In February 2003, when
the Lula Government had been in office less than two months, a meeting was
held to discuss the problem of child prostitution and define the means of
confronting it. From then until now, as Senator Patrícia Saboya Gomes
recently stated, nothing concrete has been done.

In that meeting it was
said that four steps would suffice to solve the problem. First, defining that
it is a priority, not only from the point of view of aiding the girls who
continue to be prostituted, but from that of abolition, so that child prostitution
will cease to exist in Brazil. That decision has not yet been clearly made,
as if we do not believe that the problem has a solution.

Second, setting a time
limit for this solution to take effect. We cannot continue merely trying to
confront the problem without defining when it will cease to exist, running
the risk of being asked every day to explain how the confrontation is going.
It is better to be held responsible for the incapacity to do something than
for the shame of not having an objective.
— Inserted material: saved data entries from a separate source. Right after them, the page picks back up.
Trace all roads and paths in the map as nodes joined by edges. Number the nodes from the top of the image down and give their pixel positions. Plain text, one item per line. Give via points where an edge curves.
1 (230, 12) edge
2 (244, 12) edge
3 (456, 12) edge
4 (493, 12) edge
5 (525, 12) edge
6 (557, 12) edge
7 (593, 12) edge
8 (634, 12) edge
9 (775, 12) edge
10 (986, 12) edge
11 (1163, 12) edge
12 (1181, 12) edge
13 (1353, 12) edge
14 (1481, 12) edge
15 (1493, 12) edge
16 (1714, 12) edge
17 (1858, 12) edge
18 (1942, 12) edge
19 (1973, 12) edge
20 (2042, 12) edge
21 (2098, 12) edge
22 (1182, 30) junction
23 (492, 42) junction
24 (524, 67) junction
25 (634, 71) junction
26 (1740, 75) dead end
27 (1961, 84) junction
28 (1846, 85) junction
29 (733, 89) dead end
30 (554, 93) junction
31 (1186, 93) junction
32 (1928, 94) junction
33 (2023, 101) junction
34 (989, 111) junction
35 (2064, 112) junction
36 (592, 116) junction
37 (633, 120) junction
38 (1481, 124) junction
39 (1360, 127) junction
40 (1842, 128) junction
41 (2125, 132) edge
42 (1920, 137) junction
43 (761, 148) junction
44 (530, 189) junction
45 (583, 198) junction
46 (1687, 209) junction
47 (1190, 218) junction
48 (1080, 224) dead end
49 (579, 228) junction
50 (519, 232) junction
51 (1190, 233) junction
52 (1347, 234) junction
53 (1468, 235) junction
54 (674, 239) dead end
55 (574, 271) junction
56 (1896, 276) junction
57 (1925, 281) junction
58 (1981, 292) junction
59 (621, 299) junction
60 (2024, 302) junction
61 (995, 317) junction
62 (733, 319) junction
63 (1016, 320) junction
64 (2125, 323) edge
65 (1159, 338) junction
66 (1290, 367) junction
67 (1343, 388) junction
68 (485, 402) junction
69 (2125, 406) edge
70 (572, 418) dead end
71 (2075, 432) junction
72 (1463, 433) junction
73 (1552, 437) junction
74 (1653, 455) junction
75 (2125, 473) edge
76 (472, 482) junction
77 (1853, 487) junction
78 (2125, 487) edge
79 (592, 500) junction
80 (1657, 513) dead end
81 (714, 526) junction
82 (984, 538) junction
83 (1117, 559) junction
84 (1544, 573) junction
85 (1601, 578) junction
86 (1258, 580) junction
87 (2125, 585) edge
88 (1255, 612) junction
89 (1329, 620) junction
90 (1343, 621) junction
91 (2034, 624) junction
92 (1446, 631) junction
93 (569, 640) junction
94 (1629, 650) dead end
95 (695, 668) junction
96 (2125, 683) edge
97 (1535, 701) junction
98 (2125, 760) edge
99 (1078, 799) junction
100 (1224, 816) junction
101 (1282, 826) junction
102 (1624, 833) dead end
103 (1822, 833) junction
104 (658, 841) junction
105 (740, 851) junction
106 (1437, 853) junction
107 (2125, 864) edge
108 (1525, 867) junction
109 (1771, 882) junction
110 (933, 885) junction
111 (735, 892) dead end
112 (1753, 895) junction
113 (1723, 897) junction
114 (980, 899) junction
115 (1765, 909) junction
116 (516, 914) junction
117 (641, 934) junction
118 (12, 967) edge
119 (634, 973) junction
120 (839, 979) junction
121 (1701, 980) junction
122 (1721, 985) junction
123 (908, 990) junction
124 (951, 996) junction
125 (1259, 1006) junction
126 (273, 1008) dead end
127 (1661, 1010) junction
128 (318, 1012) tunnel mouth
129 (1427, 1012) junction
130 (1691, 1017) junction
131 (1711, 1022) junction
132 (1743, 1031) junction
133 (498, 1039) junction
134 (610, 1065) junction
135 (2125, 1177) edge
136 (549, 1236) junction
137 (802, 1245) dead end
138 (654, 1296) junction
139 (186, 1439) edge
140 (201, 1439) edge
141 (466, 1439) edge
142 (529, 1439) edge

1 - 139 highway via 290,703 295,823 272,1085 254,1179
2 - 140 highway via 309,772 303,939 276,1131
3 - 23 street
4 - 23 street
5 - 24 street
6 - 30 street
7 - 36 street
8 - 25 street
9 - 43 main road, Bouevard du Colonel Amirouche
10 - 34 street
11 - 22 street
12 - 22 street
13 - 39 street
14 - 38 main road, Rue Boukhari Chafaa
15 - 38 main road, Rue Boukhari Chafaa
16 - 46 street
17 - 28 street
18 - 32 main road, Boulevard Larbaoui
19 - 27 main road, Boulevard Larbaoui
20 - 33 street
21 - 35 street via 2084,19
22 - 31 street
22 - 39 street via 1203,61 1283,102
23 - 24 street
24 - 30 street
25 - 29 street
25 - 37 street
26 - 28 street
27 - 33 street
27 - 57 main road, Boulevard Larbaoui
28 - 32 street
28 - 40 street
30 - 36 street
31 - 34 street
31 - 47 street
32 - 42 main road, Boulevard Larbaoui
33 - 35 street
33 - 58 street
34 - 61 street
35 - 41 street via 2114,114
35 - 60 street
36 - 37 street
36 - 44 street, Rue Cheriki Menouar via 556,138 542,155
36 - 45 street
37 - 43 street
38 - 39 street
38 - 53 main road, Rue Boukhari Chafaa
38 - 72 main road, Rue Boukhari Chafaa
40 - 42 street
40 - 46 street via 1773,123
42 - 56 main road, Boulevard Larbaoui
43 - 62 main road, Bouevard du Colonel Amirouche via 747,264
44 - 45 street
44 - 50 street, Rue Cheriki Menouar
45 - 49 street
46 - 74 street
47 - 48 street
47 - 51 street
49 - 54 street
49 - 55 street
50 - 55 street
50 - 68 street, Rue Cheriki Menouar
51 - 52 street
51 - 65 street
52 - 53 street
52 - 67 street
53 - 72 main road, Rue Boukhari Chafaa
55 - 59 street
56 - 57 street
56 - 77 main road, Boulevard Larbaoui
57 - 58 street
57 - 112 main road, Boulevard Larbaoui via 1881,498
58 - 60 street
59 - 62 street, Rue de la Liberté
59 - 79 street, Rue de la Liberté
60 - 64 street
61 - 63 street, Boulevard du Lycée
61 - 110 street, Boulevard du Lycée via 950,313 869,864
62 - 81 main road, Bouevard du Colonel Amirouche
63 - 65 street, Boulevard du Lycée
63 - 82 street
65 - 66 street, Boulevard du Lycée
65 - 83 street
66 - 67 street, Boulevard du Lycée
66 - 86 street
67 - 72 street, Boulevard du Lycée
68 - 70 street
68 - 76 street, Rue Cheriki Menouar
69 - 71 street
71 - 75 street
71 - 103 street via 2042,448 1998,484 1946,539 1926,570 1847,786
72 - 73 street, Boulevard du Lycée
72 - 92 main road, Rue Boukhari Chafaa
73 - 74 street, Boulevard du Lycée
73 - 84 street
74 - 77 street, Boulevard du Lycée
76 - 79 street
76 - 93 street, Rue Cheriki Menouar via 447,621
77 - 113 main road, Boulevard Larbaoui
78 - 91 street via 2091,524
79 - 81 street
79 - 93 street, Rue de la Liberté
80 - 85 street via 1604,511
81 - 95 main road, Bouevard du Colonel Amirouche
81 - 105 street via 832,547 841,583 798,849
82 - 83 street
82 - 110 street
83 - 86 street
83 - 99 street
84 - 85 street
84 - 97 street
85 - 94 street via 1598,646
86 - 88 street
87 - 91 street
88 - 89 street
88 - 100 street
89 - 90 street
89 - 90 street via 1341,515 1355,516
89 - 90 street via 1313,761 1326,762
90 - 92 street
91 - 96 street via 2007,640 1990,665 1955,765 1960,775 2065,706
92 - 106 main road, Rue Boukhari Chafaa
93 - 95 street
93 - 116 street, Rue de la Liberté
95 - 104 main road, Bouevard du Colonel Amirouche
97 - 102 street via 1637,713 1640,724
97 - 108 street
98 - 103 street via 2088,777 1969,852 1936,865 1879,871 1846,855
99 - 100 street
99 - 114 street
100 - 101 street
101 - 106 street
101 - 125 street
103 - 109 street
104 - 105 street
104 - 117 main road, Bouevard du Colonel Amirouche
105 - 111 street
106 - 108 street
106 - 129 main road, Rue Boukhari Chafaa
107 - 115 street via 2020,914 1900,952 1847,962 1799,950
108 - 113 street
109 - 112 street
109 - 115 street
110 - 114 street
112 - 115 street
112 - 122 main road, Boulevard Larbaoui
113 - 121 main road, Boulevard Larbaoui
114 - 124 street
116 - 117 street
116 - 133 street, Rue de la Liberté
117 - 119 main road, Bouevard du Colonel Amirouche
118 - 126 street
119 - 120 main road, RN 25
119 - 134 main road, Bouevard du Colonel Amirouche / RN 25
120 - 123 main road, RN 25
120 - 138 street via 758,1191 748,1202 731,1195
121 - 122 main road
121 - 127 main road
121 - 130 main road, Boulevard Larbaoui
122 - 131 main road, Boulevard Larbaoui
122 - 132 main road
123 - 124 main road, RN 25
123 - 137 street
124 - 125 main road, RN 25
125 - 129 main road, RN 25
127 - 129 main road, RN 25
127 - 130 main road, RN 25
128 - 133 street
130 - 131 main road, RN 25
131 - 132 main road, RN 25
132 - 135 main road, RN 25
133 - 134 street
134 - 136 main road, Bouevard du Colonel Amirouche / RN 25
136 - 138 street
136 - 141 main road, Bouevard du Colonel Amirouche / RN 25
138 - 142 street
Third, naming a coordinator
to take responsibility for the matter, one who would be dismissed in a few
months if he or she could not show results. As long as the problem is handled
in a scattered manner, without a central responsible person, by so many ministries
and groups that aid victims or repress crime, we are not going to eliminate
it.

Finally, implanting the
programs that we already know—a special Bolsa-Escola (school scholarship)
for those girls and their families, psychological care, daily scholastic monitoring
for each of them.

In the Federal District
between 1995 and 1999, the government showed that it is possible to confront
the problem. Naturally it costs money. But it costs much less than what we
spend upon other things, many of them less important.

This was what was done
with each project that Brazil carried out throughout its history, all much
more difficult. We built a capital, hydroelectric plants, freeways, universities
while all around we allowed children to continue in prostitution.

Why do we not confront
the evils of child prostitution, of child labor, of degraded schools, of abandoned
childhood, of street children? Because we are more indignant about the photos
of the distant Iraqi prison than the photos of our own local Abu Ghraib.

Cristovam Buarque – mensagem@cristovam.com.br
– is a professor at the University of Brasília and a Workers Party
(PT) senator for the Federal District. He was also Brazil’s Education
Minister during the first year of the Lula administration.